§ **Exercise input**:
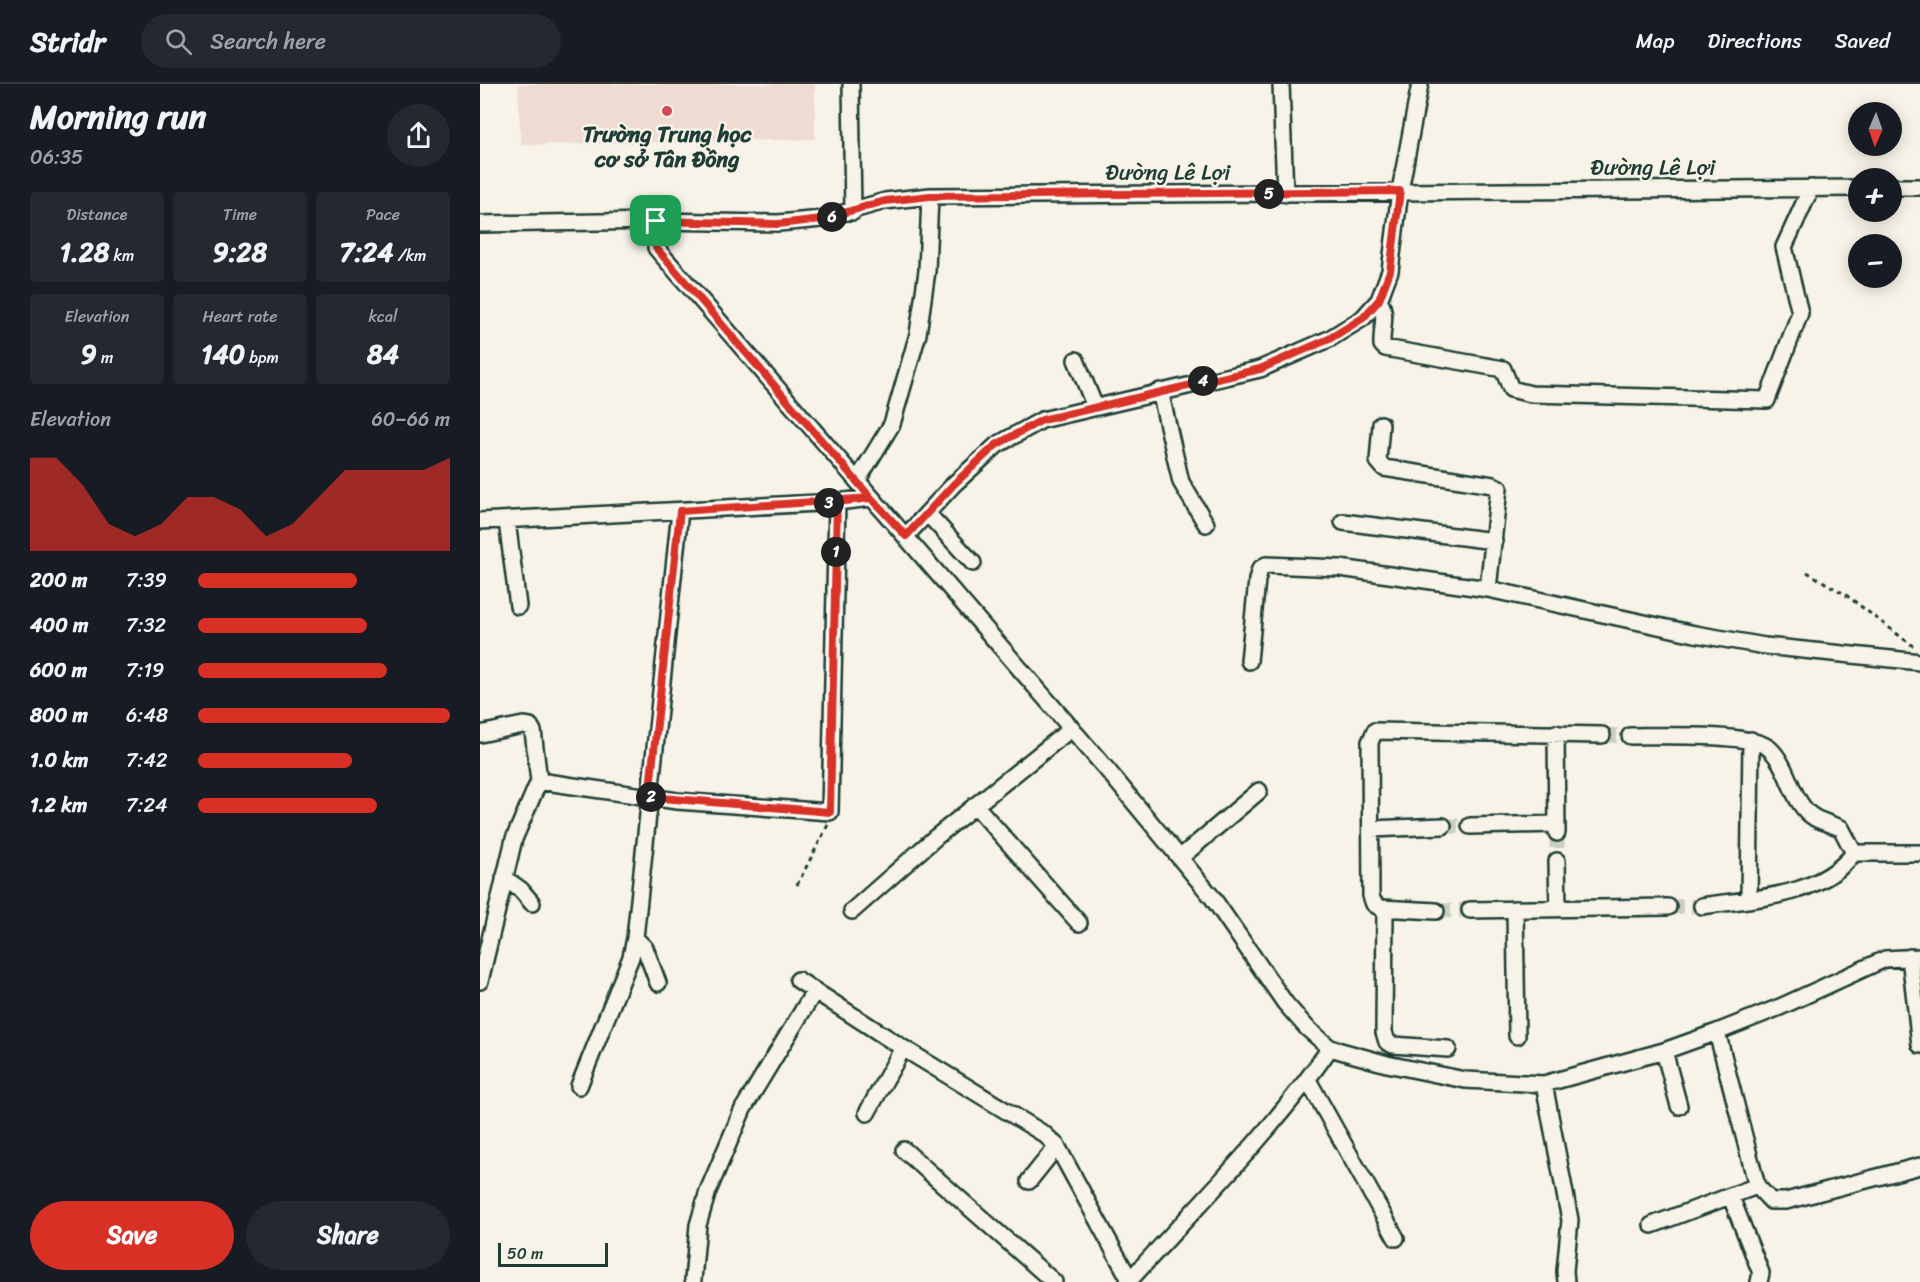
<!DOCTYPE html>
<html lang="en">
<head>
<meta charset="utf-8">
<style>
  body { margin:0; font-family:Sriracha,sans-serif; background:#242831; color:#f1f3f6; height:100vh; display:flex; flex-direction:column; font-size:22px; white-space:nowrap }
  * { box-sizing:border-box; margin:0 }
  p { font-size:20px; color:#9ea1a6 }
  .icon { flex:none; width:33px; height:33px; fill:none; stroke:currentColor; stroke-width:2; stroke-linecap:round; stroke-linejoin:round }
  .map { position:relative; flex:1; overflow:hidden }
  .details { display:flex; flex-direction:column; background:#171b24; width:480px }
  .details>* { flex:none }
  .needle { width:39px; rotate:182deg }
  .controls { position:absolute; left:1368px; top:18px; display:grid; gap:12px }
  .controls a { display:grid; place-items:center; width:54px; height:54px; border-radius:50%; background:#171b24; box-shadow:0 3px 15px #0003; font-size:30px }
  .scale { position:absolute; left:18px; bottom:15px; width:110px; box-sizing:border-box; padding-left:6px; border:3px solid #1f3d34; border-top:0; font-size:16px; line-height:21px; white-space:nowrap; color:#1f3d34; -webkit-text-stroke:4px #f7f3e8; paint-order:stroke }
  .pin { position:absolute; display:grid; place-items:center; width:51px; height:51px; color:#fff; margin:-26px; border-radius:12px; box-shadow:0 3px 9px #0006 }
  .km { position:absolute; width:30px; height:30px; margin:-15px; border-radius:50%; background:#222; color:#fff; font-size:16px; line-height:30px; text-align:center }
  .round { display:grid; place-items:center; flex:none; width:63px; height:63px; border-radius:32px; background:#242831 }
  .head { display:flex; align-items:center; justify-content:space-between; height:102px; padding:0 30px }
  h1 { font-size:33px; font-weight:700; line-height:45px }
  .stats { display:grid; grid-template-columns:repeat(3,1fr); gap:9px; height:102px; padding:6px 30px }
  .stats div { display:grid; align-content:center; border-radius:6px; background:#242831; text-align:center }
  .stats b { font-size:26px; font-weight:700 }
  .stats small { font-size:16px; font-weight:400 }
  .stats p { font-size:16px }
  .chart { height:168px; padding:12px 30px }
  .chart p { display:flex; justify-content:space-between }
  .chart svg { width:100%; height:108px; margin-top:6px; fill:#d93025; opacity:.7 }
  .cta { display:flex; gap:12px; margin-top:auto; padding:12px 30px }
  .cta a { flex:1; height:69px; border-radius:36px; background:#d93025; color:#fff; font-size:24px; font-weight:700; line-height:69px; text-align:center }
  .cta a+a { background:#242831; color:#f1f3f6 }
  ul { padding:0 30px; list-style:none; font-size:20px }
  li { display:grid; grid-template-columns:96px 72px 1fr; align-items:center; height:45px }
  li i { height:15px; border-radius:8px; background:#d93025 }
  header { display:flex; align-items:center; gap:36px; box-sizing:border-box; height:84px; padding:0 30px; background:#171b24; border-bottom:2px solid #363941 }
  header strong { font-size:28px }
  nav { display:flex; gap:33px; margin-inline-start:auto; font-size:21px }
  .search { width:420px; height:54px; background:#242831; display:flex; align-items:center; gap:15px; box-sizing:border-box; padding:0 21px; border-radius:33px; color:#9ea1a6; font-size:22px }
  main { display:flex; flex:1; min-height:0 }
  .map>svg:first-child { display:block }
  .built { fill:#efdbd1 }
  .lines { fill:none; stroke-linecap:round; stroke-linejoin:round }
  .minor-tunnel { stroke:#cccfc4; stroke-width:15; stroke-dasharray:15 8; stroke-linecap:butt }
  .minor-casing { stroke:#1f3d34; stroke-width:20 }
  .path { stroke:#1f3d34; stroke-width:3; stroke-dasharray:4.5 4.5; stroke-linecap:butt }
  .minor { stroke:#f7f3e8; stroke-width:15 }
  .route-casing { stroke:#fff; stroke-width:12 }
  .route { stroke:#d93025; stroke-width:8 }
  .poi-dot { fill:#d1495b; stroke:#f7f3e8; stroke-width:2 }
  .labels { text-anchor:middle; stroke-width:5; stroke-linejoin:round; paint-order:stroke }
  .poi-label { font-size:22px; font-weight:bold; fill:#1f3d34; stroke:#f7f3e8 }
  .street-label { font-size:22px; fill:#1f3d34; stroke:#f7f3e8 }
</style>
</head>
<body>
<header>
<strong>Stridr</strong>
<div class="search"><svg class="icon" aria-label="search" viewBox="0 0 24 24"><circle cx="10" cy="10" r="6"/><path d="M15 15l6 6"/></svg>Search here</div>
<nav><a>Map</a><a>Directions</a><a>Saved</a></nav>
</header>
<main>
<section class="details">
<div class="head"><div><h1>Morning run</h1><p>06:35</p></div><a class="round"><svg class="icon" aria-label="share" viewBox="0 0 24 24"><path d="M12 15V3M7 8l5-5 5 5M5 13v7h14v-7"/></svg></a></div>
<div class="stats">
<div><p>Distance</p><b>1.28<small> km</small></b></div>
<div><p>Time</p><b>9:28</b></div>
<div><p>Pace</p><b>7:24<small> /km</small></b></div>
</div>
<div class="stats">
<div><p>Elevation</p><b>9<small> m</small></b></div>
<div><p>Heart rate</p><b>140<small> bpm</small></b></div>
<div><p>kcal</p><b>84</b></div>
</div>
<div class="chart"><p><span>Elevation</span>60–66 m</p>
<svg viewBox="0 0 160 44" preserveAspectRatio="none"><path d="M0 44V6L10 6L20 17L30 33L40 38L50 33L60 22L70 22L80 27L90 38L100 33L110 22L120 11L130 11L140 11L150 11L160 6V44z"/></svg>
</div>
<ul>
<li><b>200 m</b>7:39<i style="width:63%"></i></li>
<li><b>400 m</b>7:32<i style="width:67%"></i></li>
<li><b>600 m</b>7:19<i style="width:75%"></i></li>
<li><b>800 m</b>6:48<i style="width:100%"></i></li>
<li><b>1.0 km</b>7:42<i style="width:61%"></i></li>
<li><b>1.2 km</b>7:24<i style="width:71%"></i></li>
</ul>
<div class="cta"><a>Save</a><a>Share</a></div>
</section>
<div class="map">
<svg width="1440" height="1198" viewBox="0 0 1440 1198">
  <rect width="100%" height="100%" fill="#f7f3e8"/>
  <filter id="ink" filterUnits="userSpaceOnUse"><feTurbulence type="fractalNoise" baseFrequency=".0167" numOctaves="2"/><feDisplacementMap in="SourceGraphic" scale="12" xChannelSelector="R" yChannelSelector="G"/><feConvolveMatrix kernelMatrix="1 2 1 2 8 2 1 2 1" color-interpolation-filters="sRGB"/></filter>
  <g filter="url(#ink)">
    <!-- built -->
    <path class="built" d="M38 0H335V55L41 61Z"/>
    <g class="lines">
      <!-- minor-tunnel -->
      <path class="minor-tunnel" d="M1122 651 1150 652
        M963 742H990
        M1077 749V777
        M1188 823 1222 822
        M956 827 990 826"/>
      <defs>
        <path id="minor" d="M371 0 373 128
          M801 0 805 110
          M1412 103H1440
          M176 137V164L629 688 732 813 805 919 827 944 850 964 907 980 985 996 1064 1000 1184 967 1237 948 1300 923 1405 875 1440 873
          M0 140 176 137 298 139 342 135 405 117 450 112 1378 104
          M899 216C908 230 901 246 902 261L905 264 1023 285 1031 305 1051 310 1287 316 1320 229 1304 163 1331 104
          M596 276 615 323
          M680 307 701 398 726 440
          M901 340 898 377 904 384 1013 401 1019 404 1008 505
          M377 397 412 340 438 250 447 187 450 112
          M447 429 493 479
          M0 437 357 418 391 414
          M27 437 38 522
          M863 438 1014 457
          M426 452 474 400 517 361 562 336 780 285 849 255 883 234 899 216 910 187 920 107 940 0
          M769 577 777 496 780 485 786 481 860 484 1008 505 1215 550 1285 562 1440 578
          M1076 649 1077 749
          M0 650 43 641 50 642 53 647 59 697
          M1150 652C1178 652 1273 648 1290 665 1310 684 1311 720 1335 734 1343 738 1353 741 1361 744L1374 769
          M495 721 599 839
          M990 742 1077 740
          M891 745 963 742
          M1374 769H1440
          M701 773 779 707
          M1077 777 1078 824
          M24 794 41 806 52 819
          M1269 815 1271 656
          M1222 822C1274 814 1339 814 1374 769
          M905 825 904 948 907 958 913 961 968 965
          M1035 825 1037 952
          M990 826 1188 823
          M372 827 456 753 592 644
          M956 827 901 824 894 820 891 812 890 658 895 647 1122 651
          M155 854 165 864 178 899
          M1430 873 1440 961
          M318 896 423 964 564 1050 577 1062 650 1196
          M0 897 34 755 59 697 197 717 350 728 357 418
          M1237 948 1277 1102 1291 1117H1306L1440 1082
          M1184 967 1199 1022
          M828 996 916 1154
          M1064 1000 1090 1136 1085 1187 1086 1198
          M99 1002 151 873 155 854 200 427
          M387 1029 423 964
          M424 1066 574 1198
          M549 1097 577 1062
          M1251 1113 1281 1189 1279 1198
          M1172 1141 1277 1102
          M213 1196 218 1141 228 1107 263 1025 334 908
          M648 1198C717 1122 792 1048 850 964"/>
      </defs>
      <!-- minor casing -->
      <use href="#minor" class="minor-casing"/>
      <!-- path -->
      <path class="path" d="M1327 488 1366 511 1433 562
        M317 801 348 741"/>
      <!-- minor -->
      <use href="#minor" class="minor"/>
    </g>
  </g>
  <g class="lines" filter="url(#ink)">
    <defs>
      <path id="route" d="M176 137V164L391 414 357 418 350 728 169 713 200 427 391 414 426 452 474 400 516 361 562 336 780 285 849 255 883 234 899 216 910 187 920 107 450 112 405 117 342 135 298 140 176 137"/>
    </defs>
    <!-- route casing -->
    <use href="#route" class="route-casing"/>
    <!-- route -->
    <use href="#route" class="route"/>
  </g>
  <!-- markers -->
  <circle class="poi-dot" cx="187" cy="27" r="6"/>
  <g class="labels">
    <!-- poi labels -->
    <g class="poi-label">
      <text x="187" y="58">Trường Trung học<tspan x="187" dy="25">cơ sở Tân Đồng</tspan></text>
    </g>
    <!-- street labels -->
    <g class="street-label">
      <text x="1173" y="91">Đường Lê Lợi</text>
      <text x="688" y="96">Đường Lê Lợi</text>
    </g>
  </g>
</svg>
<div class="controls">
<a><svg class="needle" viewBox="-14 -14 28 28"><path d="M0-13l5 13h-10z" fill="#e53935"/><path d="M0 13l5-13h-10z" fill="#9ea1a6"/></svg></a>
<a>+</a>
<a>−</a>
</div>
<div class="scale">50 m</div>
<div class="pin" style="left:176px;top:137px;background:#1e9e55"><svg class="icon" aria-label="arrive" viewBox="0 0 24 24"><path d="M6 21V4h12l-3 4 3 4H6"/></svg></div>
<b class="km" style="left:356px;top:468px">1</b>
<b class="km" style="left:171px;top:713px">2</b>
<b class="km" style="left:349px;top:419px">3</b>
<b class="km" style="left:723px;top:297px">4</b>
<b class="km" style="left:789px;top:110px">5</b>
<b class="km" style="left:352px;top:133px">6</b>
</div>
</main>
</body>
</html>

§ **Work to be completed**: If a line in the entries contains "controls", copy it.

§ **Exercise solution**:
  .controls { position:absolute; left:1368px; top:18px; display:grid; gap:12px }
  .controls a { display:grid; place-items:center; width:54px; height:54px; border-radius:50%; background:#171b24; box-shadow:0 3px 15px #0003; font-size:30px }
<div class="controls">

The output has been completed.